◆ **Problem**
Check every line of the data for the word "Chemin", and copy those that have it.

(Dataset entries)

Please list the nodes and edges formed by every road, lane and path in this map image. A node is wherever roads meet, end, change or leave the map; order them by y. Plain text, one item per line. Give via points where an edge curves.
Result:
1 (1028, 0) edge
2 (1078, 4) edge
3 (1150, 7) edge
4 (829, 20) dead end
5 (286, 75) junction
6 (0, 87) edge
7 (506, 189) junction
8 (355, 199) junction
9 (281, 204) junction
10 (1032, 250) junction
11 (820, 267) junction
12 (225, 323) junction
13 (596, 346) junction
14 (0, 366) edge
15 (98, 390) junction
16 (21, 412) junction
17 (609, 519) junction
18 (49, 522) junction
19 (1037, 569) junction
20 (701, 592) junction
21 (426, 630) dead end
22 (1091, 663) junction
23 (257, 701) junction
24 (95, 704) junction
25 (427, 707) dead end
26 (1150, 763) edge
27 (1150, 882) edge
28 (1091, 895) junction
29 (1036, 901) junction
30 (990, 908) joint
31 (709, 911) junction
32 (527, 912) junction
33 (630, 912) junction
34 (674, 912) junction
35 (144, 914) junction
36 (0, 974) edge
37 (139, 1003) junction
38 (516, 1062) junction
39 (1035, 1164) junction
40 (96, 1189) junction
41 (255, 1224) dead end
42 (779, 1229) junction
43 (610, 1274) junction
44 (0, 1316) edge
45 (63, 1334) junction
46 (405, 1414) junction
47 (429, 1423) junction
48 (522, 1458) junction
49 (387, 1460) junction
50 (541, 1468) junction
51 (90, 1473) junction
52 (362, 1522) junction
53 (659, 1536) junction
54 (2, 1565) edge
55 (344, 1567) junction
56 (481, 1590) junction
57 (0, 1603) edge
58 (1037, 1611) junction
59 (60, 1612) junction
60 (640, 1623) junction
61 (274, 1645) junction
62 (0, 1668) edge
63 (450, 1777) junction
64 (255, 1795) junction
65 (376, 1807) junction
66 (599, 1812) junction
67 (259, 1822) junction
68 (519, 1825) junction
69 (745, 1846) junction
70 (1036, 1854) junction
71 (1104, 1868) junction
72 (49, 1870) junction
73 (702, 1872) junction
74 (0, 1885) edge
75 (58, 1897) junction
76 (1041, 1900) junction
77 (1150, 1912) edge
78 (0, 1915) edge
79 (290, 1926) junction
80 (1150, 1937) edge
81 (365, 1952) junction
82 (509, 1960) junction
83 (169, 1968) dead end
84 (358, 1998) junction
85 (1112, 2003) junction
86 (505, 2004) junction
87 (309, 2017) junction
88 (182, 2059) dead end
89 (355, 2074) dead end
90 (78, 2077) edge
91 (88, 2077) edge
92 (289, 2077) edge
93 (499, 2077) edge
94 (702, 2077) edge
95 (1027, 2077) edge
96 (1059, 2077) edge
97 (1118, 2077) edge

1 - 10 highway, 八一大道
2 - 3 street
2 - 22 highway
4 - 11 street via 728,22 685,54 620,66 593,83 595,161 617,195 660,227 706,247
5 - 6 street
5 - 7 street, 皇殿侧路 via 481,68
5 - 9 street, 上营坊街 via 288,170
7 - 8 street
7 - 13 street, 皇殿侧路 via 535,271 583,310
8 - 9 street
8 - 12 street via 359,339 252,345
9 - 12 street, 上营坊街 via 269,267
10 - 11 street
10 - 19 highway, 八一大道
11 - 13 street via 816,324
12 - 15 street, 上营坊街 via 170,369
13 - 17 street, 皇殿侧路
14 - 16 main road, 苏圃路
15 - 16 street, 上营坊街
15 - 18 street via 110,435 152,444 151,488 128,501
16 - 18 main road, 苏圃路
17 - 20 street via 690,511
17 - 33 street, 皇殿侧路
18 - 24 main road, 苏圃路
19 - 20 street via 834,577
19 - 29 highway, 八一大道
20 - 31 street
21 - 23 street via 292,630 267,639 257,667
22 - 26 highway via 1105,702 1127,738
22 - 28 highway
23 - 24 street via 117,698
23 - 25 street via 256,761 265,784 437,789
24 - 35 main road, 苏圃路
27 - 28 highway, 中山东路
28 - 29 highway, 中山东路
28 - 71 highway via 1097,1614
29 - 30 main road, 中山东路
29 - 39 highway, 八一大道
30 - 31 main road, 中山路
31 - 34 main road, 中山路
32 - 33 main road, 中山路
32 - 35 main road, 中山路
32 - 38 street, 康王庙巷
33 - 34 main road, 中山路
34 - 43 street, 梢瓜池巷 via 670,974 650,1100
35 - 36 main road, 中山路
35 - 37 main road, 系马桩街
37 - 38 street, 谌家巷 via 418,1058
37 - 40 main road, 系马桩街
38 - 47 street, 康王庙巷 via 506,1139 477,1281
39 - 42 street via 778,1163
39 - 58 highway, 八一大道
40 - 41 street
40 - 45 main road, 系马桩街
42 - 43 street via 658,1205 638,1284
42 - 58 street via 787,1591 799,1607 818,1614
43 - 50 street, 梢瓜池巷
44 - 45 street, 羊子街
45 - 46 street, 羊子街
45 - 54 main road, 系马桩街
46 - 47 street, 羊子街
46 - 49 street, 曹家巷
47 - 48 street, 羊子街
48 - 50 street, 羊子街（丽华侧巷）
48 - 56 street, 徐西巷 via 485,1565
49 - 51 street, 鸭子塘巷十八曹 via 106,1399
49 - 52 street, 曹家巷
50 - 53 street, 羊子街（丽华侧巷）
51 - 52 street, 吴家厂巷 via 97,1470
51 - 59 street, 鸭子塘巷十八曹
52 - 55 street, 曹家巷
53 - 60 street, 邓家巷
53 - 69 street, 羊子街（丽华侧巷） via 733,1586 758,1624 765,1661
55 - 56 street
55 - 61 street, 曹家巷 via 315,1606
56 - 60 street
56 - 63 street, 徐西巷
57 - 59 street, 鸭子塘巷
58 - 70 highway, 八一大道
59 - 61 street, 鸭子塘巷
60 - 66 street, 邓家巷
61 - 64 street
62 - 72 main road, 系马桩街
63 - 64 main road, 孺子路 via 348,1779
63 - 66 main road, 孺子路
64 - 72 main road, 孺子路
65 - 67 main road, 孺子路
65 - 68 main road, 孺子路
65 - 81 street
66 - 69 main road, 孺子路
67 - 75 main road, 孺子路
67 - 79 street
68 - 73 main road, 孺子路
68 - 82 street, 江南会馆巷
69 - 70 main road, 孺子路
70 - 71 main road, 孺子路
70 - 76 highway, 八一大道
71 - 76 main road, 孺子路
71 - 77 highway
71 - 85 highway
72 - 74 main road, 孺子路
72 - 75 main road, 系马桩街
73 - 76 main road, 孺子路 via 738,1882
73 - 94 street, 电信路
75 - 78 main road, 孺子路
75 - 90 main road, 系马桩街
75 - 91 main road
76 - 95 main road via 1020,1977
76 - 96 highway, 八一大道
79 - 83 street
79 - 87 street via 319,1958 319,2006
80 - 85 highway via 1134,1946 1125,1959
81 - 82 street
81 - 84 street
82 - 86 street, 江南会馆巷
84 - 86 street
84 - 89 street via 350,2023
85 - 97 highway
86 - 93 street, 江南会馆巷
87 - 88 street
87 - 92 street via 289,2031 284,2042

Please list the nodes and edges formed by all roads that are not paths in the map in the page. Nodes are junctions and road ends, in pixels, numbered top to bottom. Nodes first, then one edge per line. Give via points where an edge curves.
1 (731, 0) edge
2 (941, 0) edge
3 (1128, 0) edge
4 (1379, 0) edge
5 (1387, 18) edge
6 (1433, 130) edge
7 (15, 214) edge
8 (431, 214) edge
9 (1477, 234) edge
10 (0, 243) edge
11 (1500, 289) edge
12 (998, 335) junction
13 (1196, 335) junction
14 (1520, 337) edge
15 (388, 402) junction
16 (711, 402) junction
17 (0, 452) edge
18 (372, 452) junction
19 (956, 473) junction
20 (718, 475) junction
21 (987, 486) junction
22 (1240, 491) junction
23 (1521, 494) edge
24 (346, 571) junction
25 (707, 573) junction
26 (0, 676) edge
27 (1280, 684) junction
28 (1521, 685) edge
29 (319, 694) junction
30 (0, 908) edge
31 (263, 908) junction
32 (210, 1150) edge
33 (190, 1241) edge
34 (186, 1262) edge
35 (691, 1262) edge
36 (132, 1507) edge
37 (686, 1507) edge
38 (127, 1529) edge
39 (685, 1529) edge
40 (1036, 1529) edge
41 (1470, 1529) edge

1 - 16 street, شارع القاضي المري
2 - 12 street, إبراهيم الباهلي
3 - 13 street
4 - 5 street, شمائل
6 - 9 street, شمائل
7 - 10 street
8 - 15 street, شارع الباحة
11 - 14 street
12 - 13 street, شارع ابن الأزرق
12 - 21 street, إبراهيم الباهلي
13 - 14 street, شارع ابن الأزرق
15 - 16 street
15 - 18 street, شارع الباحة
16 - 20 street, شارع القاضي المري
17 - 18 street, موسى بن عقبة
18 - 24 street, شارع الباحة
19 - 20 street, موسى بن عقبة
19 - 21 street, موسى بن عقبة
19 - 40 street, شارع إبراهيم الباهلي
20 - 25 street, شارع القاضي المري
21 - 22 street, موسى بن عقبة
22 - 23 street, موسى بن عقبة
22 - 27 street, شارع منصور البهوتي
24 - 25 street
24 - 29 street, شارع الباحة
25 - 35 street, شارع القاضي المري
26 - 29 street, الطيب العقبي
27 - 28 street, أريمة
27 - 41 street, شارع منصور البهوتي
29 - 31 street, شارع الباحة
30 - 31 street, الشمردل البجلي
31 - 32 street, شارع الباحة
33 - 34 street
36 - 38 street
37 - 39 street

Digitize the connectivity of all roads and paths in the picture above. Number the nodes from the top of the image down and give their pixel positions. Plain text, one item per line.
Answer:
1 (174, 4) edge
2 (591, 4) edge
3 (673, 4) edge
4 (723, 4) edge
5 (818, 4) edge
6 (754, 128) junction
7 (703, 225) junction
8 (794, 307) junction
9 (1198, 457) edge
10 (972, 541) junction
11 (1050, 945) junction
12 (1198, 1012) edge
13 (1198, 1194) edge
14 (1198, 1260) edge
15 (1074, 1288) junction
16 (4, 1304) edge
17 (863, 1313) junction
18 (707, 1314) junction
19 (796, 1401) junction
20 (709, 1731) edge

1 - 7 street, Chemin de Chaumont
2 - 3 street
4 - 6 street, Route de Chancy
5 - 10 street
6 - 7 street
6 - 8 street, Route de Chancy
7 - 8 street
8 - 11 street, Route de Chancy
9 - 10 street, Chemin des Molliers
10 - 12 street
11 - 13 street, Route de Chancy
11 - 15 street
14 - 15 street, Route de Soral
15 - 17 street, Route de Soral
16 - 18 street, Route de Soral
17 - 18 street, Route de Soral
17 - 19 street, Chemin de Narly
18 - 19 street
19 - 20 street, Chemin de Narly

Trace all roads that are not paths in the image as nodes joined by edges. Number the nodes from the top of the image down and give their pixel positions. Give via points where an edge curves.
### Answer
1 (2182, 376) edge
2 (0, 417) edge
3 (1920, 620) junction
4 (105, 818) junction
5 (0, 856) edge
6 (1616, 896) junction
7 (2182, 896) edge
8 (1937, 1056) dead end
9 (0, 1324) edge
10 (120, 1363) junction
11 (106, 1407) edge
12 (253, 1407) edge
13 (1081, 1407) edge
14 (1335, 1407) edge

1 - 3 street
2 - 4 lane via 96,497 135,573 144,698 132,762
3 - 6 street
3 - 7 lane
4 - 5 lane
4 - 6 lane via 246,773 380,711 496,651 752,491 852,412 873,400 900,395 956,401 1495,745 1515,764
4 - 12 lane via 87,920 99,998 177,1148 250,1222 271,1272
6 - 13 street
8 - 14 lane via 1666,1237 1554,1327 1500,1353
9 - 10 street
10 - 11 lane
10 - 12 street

◆ **Response to the exercise**
1 - 7 street, Chemin de Chaumont
9 - 10 street, Chemin des Molliers
17 - 19 street, Chemin de Narly
19 - 20 street, Chemin de Narly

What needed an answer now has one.